● **ENTRIES SHOWN**:
━━━
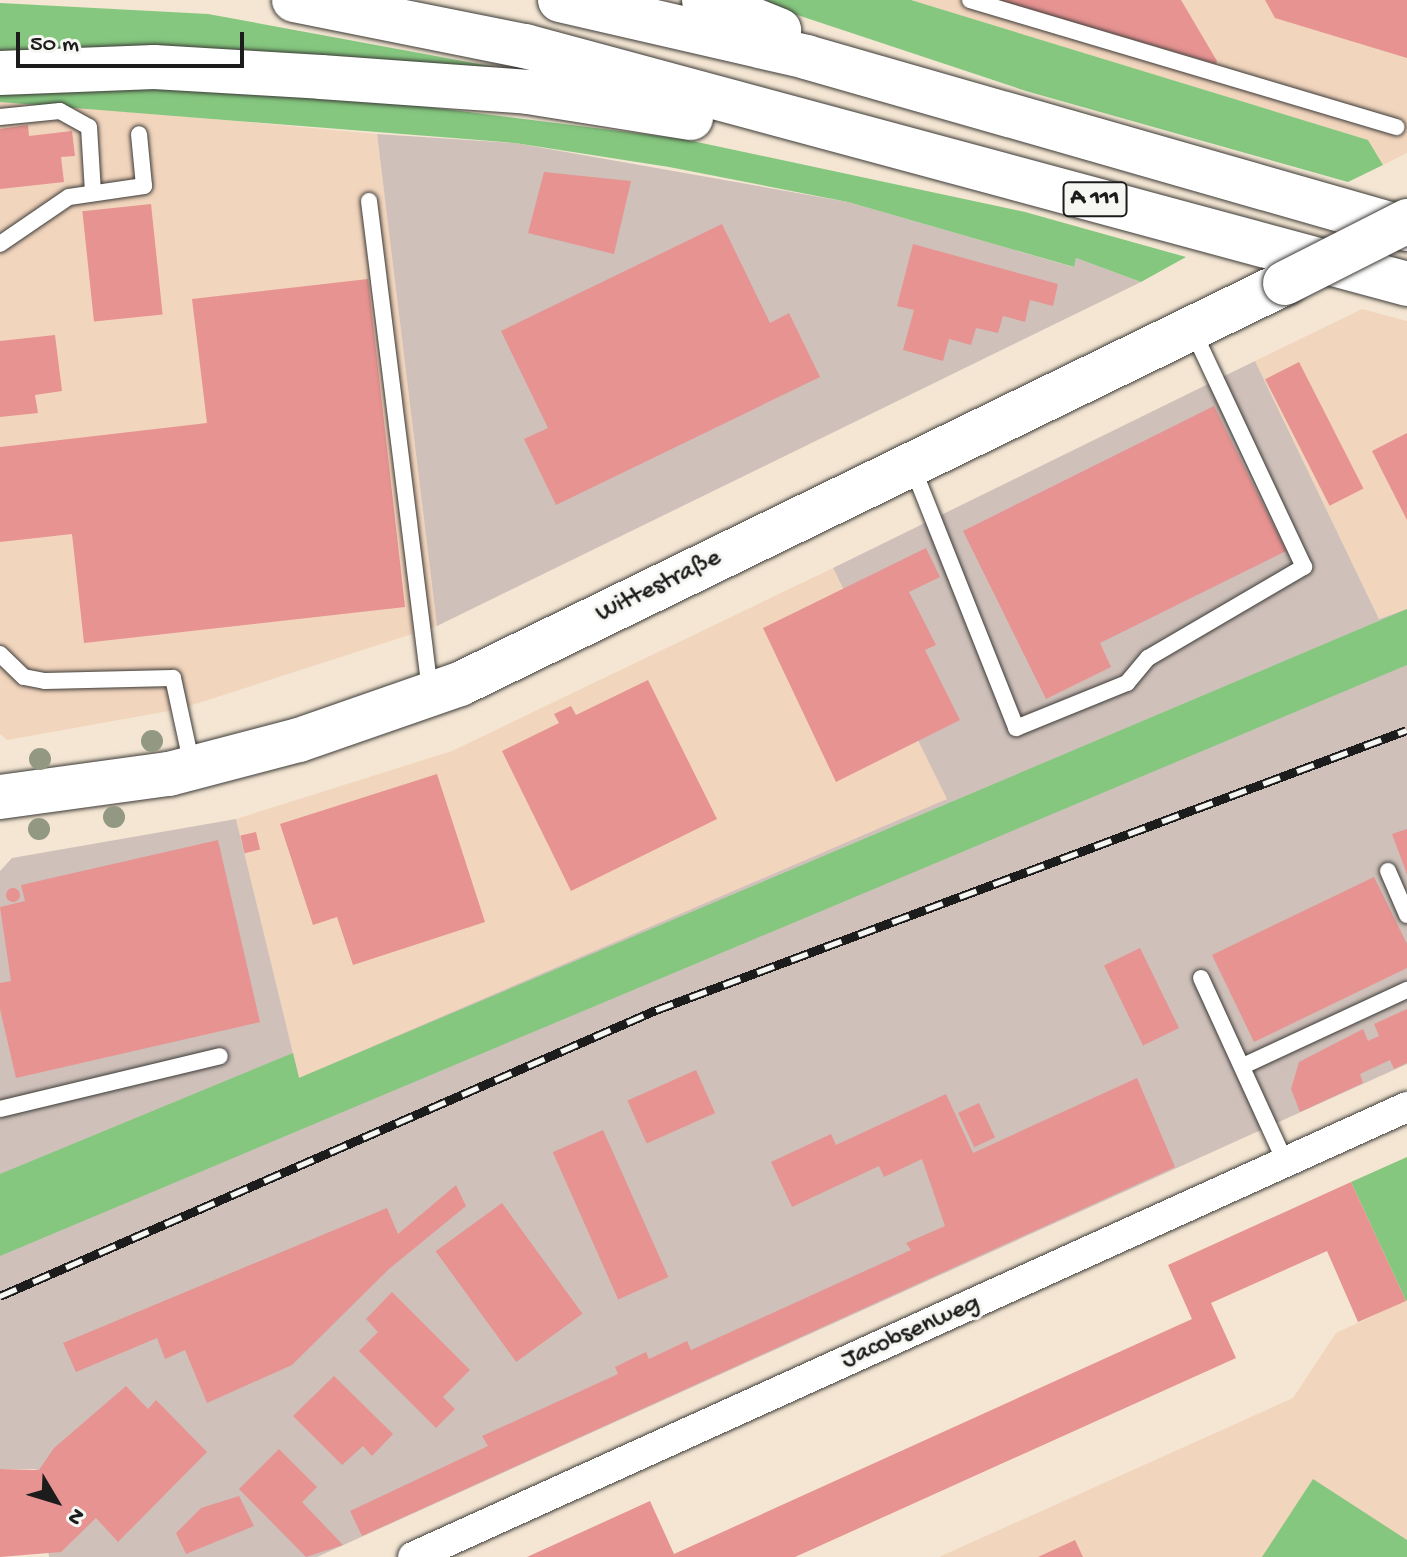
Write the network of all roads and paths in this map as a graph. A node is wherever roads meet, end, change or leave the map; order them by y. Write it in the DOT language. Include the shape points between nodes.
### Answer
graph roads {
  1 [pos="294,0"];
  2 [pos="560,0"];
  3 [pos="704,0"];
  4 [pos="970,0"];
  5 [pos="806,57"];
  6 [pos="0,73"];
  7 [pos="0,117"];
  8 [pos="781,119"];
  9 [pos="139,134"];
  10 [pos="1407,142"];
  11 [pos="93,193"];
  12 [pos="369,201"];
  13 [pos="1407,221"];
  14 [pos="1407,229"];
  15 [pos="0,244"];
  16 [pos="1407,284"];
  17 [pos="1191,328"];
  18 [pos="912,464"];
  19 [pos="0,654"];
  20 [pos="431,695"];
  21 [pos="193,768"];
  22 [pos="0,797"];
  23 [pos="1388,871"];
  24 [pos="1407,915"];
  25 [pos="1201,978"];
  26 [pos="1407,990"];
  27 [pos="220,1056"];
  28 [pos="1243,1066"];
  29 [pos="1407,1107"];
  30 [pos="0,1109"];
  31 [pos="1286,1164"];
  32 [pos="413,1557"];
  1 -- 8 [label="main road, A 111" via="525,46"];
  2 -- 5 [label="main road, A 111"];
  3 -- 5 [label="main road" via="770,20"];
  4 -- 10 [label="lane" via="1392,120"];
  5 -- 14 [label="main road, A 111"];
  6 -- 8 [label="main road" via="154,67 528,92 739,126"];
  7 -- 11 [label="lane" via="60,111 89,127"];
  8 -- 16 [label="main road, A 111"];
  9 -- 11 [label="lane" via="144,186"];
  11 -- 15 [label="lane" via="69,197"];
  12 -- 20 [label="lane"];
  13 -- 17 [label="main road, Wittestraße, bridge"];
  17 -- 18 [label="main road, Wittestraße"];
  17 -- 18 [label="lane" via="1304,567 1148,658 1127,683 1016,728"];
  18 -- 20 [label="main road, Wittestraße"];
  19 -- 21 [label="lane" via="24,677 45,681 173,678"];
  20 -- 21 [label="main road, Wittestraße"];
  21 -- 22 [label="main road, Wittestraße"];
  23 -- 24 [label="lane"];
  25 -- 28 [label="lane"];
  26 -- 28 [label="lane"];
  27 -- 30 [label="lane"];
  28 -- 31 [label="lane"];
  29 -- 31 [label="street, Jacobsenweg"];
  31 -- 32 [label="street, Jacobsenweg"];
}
━━━
● **ACTION ITEM**:
From the listing above, copy every line that includes the word "street".

● **SOLUTION TO THE PROBLEM**:
  29 -- 31 [label="street, Jacobsenweg"];
  31 -- 32 [label="street, Jacobsenweg"];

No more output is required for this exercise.